Robert Swain (born December 7, 1940) is an American artist working in the field of Color Sensation.

== Early life and education ==
Robert Swain was born on December 7, 1940, in Austin, Texas and grew up in Arlington, Virginia. As a teenager he was influenced by the art in the Washington, D.C. National Gallery of Art, specifically Raphael, Rembrandt, and Vermeer.
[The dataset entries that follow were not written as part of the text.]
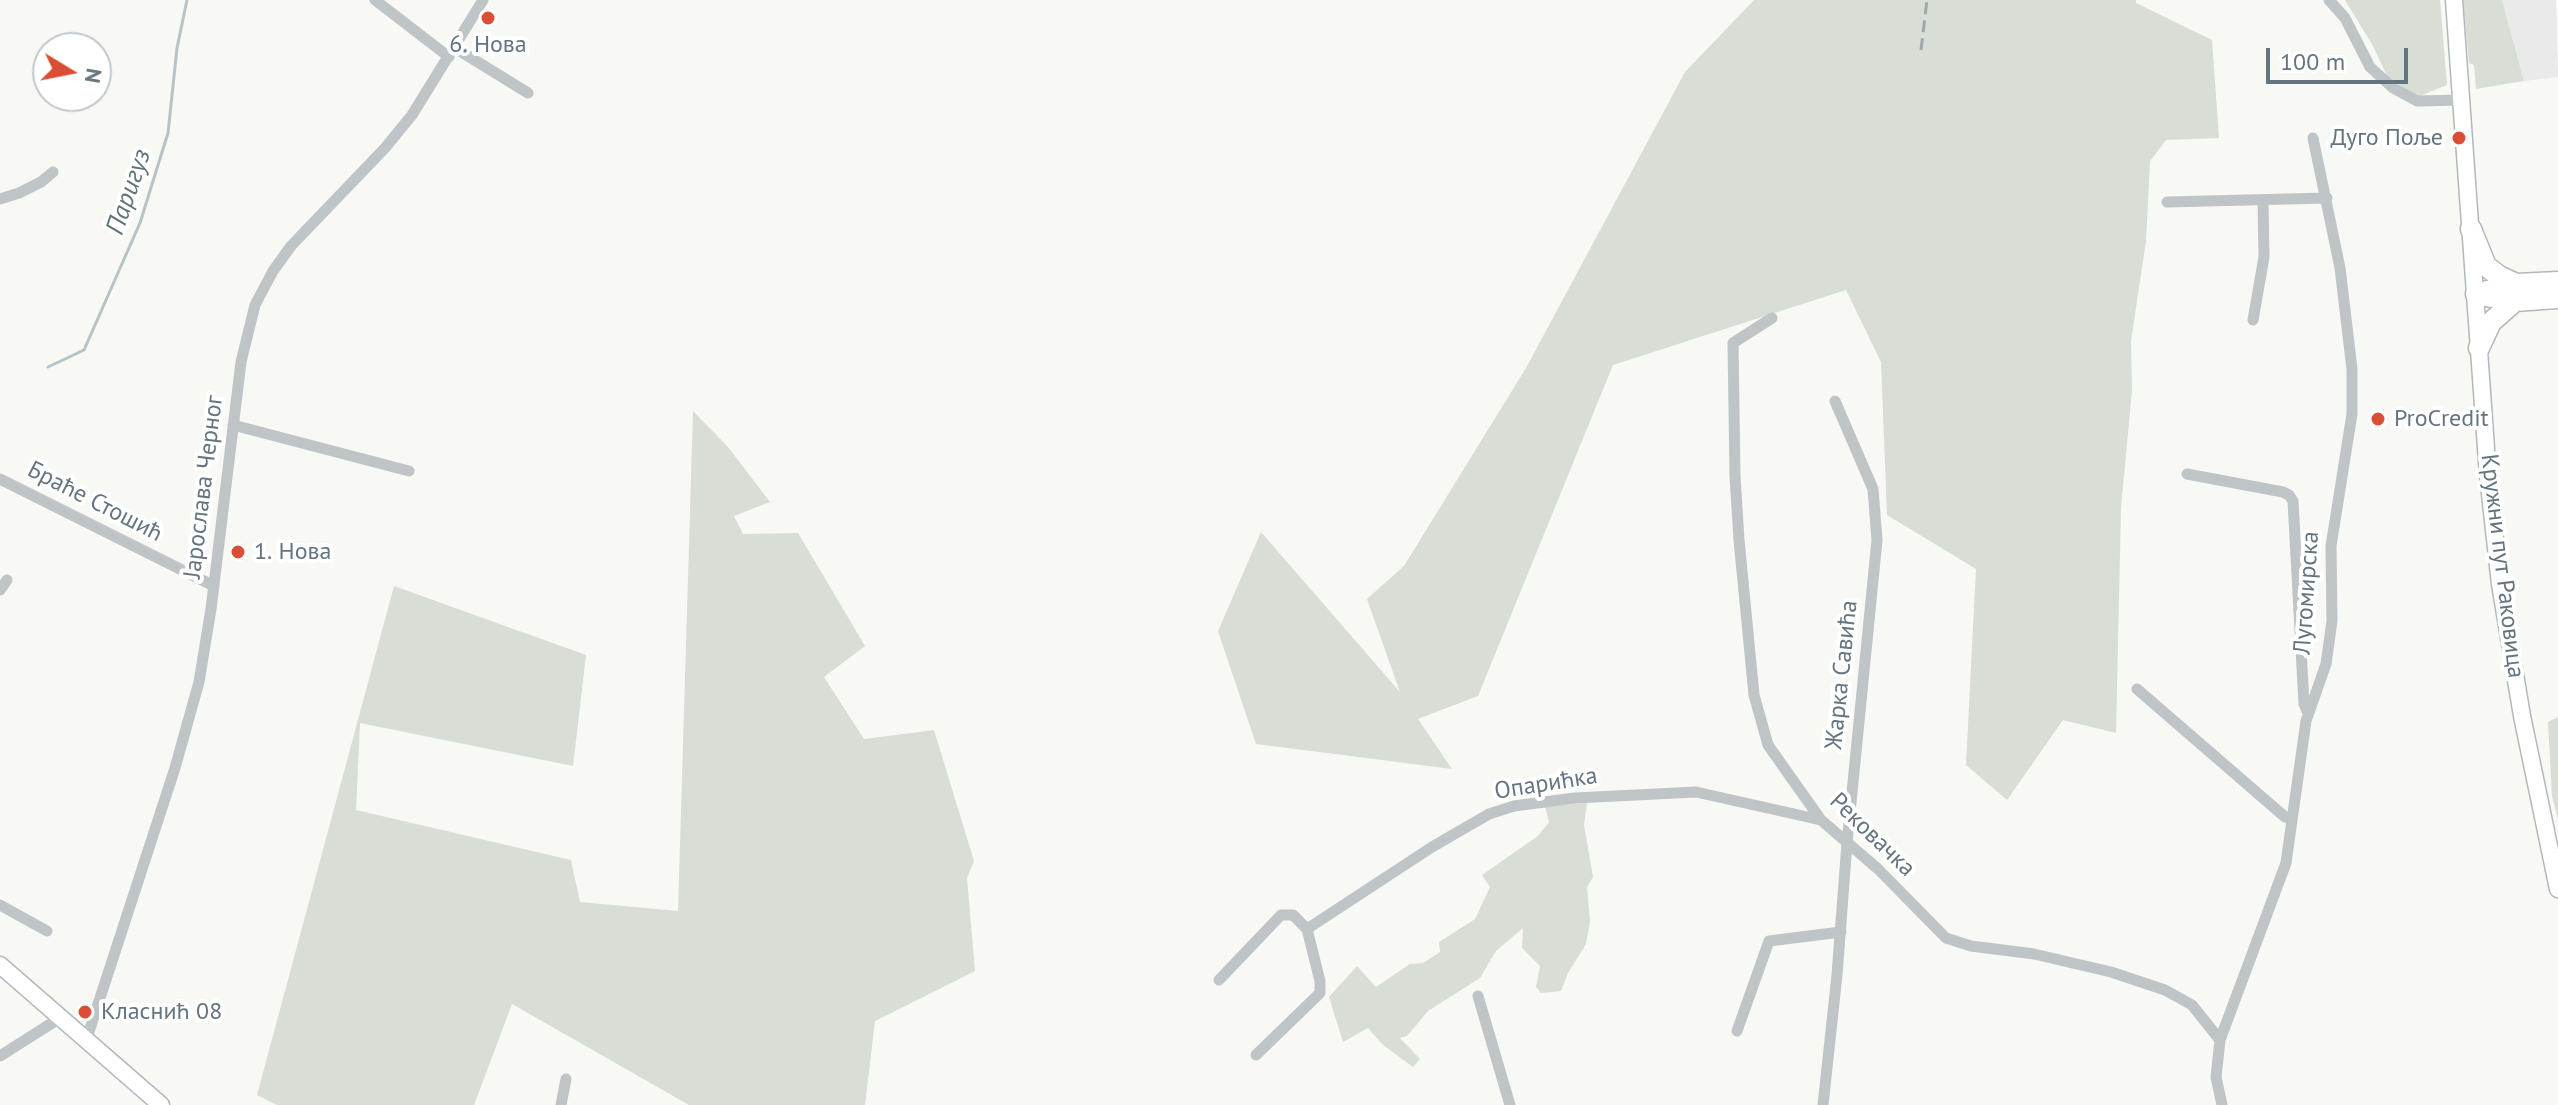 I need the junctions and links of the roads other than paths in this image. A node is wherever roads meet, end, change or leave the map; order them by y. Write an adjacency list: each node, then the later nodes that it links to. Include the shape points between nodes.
1 (375, 0): 5 (street)
2 (483, 0): 5 (street, Јарослава Черног)
3 (2329, 0): 7 (street, via 2345,18 2370,67 2393,88 2417,101)
4 (2454, 0): 7 (main road, Кружни пут Раковица)
5 (452, 53): 6 (street); 23 (street, Јарослава Черног, via 398,132 291,246 265,284 248,326)
6 (528, 93)
7 (2462, 100): 14 (main road, Кружни пут Раковица)
8 (2313, 138): 10 (street, Лугомирска)
9 (53, 172): 11 (street)
10 (2327, 198): 12 (street); 29 (street, Лугомирска, via 2348,317 2353,406 2331,546 2329,647)
11 (0, 199)
12 (2263, 200): 13 (street); 20 (street, via 2264,257)
13 (2167, 202)
14 (2471, 229): 16 (highway, via 2486,266); 17 (main road, Кружни пут Раковица)
15 (2558, 282): 16 (highway)
16 (2516, 292): 17 (highway); 18 (highway); 21 (highway, via 2491,322)
17 (2476, 294): 21 (main road, Кружни пут Раковица)
18 (2558, 298)
19 (1772, 318): 31 (street, Рековачка, via 1733,343 1737,505 1754,695 1768,745)
20 (2253, 320)
21 (2479, 348): 33 (main road, Кружни пут Раковица, via 2504,612)
22 (1835, 401): 32 (street, Жарка Савића, via 1873,489 1877,517)
23 (233, 425): 24 (street); 27 (street, Јарослава Черног)
24 (409, 471)
25 (2187, 474): 29 (street, via 2283,492 2293,501)
26 (0, 479): 27 (street, Браће Стошић)
27 (214, 586): 44 (street, Јарослава Черног, via 190,716)
28 (2137, 689): 30 (street)
29 (2308, 713): 30 (street, Лугомирска)
30 (2292, 819): 43 (street, Лугомирска, via 2281,879)
31 (1821, 820): 32 (street, Рековачка); 35 (street, Опарићка, via 1696,792 1514,806 1489,814 1432,847)
32 (1847, 843): 37 (street, Жарка Савића); 43 (street, Рековачка, via 1946,938 2064,959 2165,990 2196,1009)
33 (2558, 889)
34 (0, 905): 36 (street)
35 (1307, 929): 39 (street, via 1293,915 1281,915); 45 (street, via 1320,993)
36 (47, 931)
37 (1841, 932): 42 (street, via 1769,941); 51 (street, Жарка Савића)
38 (0, 965): 41 (main road)
39 (1219, 980)
40 (1478, 996): 50 (street)
41 (60, 1018): 44 (main road); 46 (street)
42 (1737, 1031)
43 (2220, 1040): 52 (street, via 2216,1077)
44 (86, 1041): 48 (main road)
45 (1256, 1055)
46 (0, 1056)
47 (566, 1079): 49 (street)
48 (161, 1105)
49 (561, 1105)
50 (1510, 1105)
51 (1823, 1105)
52 (2222, 1105)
From 1956 to 1957 Swain traveled and worked in Central American on the Pan-American Highway, and from 1961 to 1962 he lived and studied at the University of Madrid, Spain as part of his undergraduate studies.

In 1964 Swain received his BA degree from the American University in Washington, D.C.

== Career ==
Living and working in New York City Swain is a longtime member of the "Hunter Color School", along with Doug Ohson, Gabriele Evertz, Vincent Longo, Joanna Pousette-Dart, and Sanford Wurmfeld.
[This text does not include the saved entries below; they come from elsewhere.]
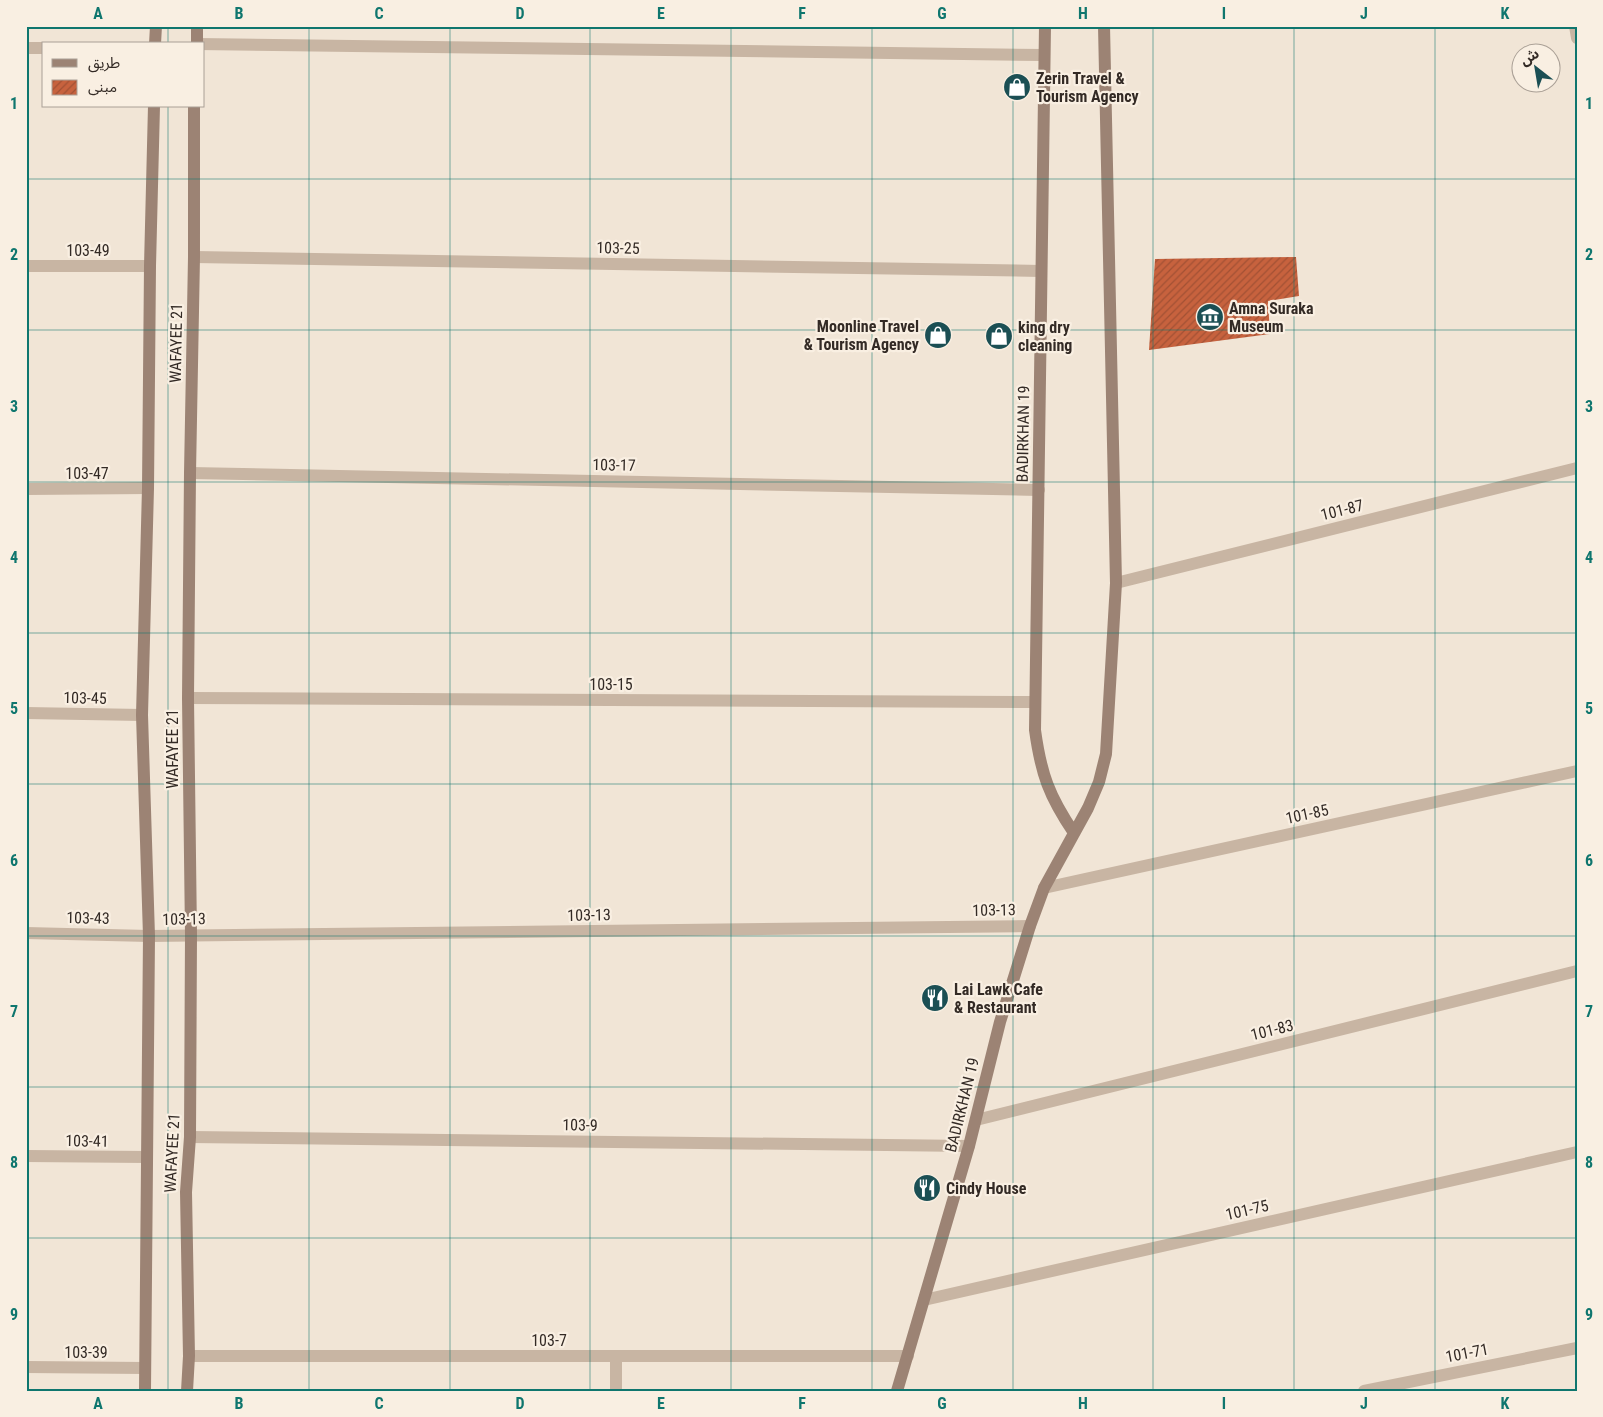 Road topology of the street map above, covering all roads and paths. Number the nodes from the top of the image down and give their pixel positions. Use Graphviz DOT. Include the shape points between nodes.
graph roads {
  1 [pos="156,26"];
  2 [pos="197,26"];
  3 [pos="1045,26"];
  4 [pos="1104,26"];
  5 [pos="1575,26"];
  6 [pos="1577,38"];
  7 [pos="155,42"];
  8 [pos="197,42"];
  9 [pos="205,44"];
  10 [pos="26,48"];
  11 [pos="42,48"];
  12 [pos="1044,55"];
  13 [pos="154,108"];
  14 [pos="194,108"];
  15 [pos="194,257"];
  16 [pos="26,266"];
  17 [pos="150,266"];
  18 [pos="1041,271"];
  19 [pos="1576,471"];
  20 [pos="190,473"];
  21 [pos="148,488"];
  22 [pos="26,489"];
  23 [pos="1039,490"];
  24 [pos="1116,584"];
  25 [pos="188,698"];
  26 [pos="1035,702"];
  27 [pos="26,713"];
  28 [pos="142,715"];
  29 [pos="1577,771"];
  30 [pos="1074,833"];
  31 [pos="1044,888"];
  32 [pos="1030,926"];
  33 [pos="26,933"];
  34 [pos="191,935"];
  35 [pos="149,936"];
  36 [pos="1577,972"];
  37 [pos="976,1120"];
  38 [pos="190,1137"];
  39 [pos="969,1146"];
  40 [pos="1577,1152"];
  41 [pos="26,1156"];
  42 [pos="147,1158"];
  43 [pos="924,1300"];
  44 [pos="1577,1348"];
  45 [pos="189,1356"];
  46 [pos="616,1356"];
  47 [pos="908,1356"];
  48 [pos="26,1368"];
  49 [pos="145,1368"];
  50 [pos="145,1391"];
  51 [pos="188,1391"];
  52 [pos="616,1391"];
  53 [pos="897,1391"];
  54 [pos="1364,1391"];
  1 -- 7 [label="street"];
  2 -- 8 [label="street"];
  3 -- 12 [label="street, BADIRKHAN 19"];
  4 -- 24 [label="street, BADIRKHAN 19"];
  5 -- 6 [label="street"];
  9 -- 12 [label="street"];
  10 -- 11 [label="street"];
  12 -- 18 [label="street, BADIRKHAN 19"];
  13 -- 17 [label="street, WAFAYEE 21"];
  14 -- 15 [label="street, WAFAYEE 21"];
  15 -- 18 [label="street, 103-25"];
  15 -- 20 [label="street, WAFAYEE 21"];
  16 -- 17 [label="street, 103-49"];
  17 -- 21 [label="street, WAFAYEE 21"];
  18 -- 23 [label="street, BADIRKHAN 19"];
  19 -- 24 [label="street, 101-87"];
  20 -- 23 [label="street, 103-17"];
  20 -- 25 [label="street, WAFAYEE 21"];
  21 -- 22 [label="street, 103-47"];
  21 -- 28 [label="street, WAFAYEE 21"];
  23 -- 26 [label="street, BADIRKHAN 19"];
  24 -- 30 [label="street, BADIRKHAN 19" via="1106,754 1099,782"];
  25 -- 26 [label="street, 103-15"];
  25 -- 34 [label="street, WAFAYEE 21"];
  26 -- 30 [label="street, BADIRKHAN 19" via="1036,739 1047,785 1058,810"];
  27 -- 28 [label="street, 103-45"];
  28 -- 35 [label="street, WAFAYEE 21"];
  29 -- 31 [label="street, 101-85"];
  30 -- 31 [label="street, BADIRKHAN 19"];
  31 -- 32 [label="street, BADIRKHAN 19"];
  32 -- 34 [label="street, 103-13"];
  32 -- 37 [label="street, BADIRKHAN 19" via="1000,1022"];
  33 -- 35 [label="street, 103-43"];
  34 -- 35 [label="street, 103-13"];
  34 -- 38 [label="street, WAFAYEE 21"];
  35 -- 42 [label="street, WAFAYEE 21"];
  36 -- 37 [label="street, 101-83"];
  37 -- 39 [label="street, BADIRKHAN 19"];
  38 -- 39 [label="street, 103-9"];
  38 -- 45 [label="street, WAFAYEE 21" via="186,1192"];
  39 -- 43 [label="street, BADIRKHAN 19"];
  40 -- 43 [label="street, 101-75"];
  41 -- 42 [label="street, 103-41"];
  42 -- 49 [label="street, WAFAYEE 21"];
  43 -- 47 [label="street, BADIRKHAN 19"];
  44 -- 54 [label="street, 101-71"];
  45 -- 46 [label="street, 103-7"];
  45 -- 51 [label="street, WAFAYEE 21"];
  46 -- 47 [label="street, 103-7"];
  46 -- 52 [label="street"];
  47 -- 53 [label="street, BADIRKHAN 19"];
  48 -- 49 [label="street, 103-39"];
  49 -- 50 [label="street, WAFAYEE 21"];
}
Swain is the recipient of a grant for painting from the John Simon Guggenheim Foundation in 1969, a CAPS Grant (painting), from the State of New York, in 1982, and two Grants from the National Endowment for the Arts (painting); the first in 1976, and again in 1989. Teaching at Hunter College from 1968 to 2014 Swain was awarded the Distinguished Teaching Art Award from the College Art Association in February 1998. He has given numerous Visiting Artist lectures, served on various Fine Art Juries and participated in many panel discussions, such as the Artist's Panel at The Museum of Modern Art, entitled Tony Smith: Artists’ Responses (1998) and, Seeing Red, Part III: Color as an Experience: A Two- Day Symposium on Contemporary Nonobjective Painting and Color Theory, at the Goethe–Institute Inter Nationes, New York (2003). Robert Swain is also a member of American Abstract Artists.

== Major exhibitions ==
Swain's work has been included in group shows at The Museum of Modern Art, The Corcoran Gallery of Art, The Whitney Museum, and The Metropolitan Museum of Art. In 2010 a major exhibition of his work, entitled Visual Sensations, The Paintings of Robert Swain: 1967 – 2010, was held at the Hunter College / Times Square Gallery, curated by Gabriele Evertz.

== Public collections ==
Swain's artwork is represented The Albright-Knox Art Gallery, Walker Art Center, The Corcoran Gallery of Art, The Denver Art Museum, The Milwaukee Art Center, The Detroit Institute of Art, The Everson Art Museum, The Columbus Gallery of Fine Arts, and the Metropolitan Museum of Art.
2012

== Publications ==
- Visual Sensations, The Paintings of Robert Swain: 1967-2010. Catalogue.
- Modern Art in America 1908-68. Phaidon, 2016. William C. Agee. ISBN 9780714869346.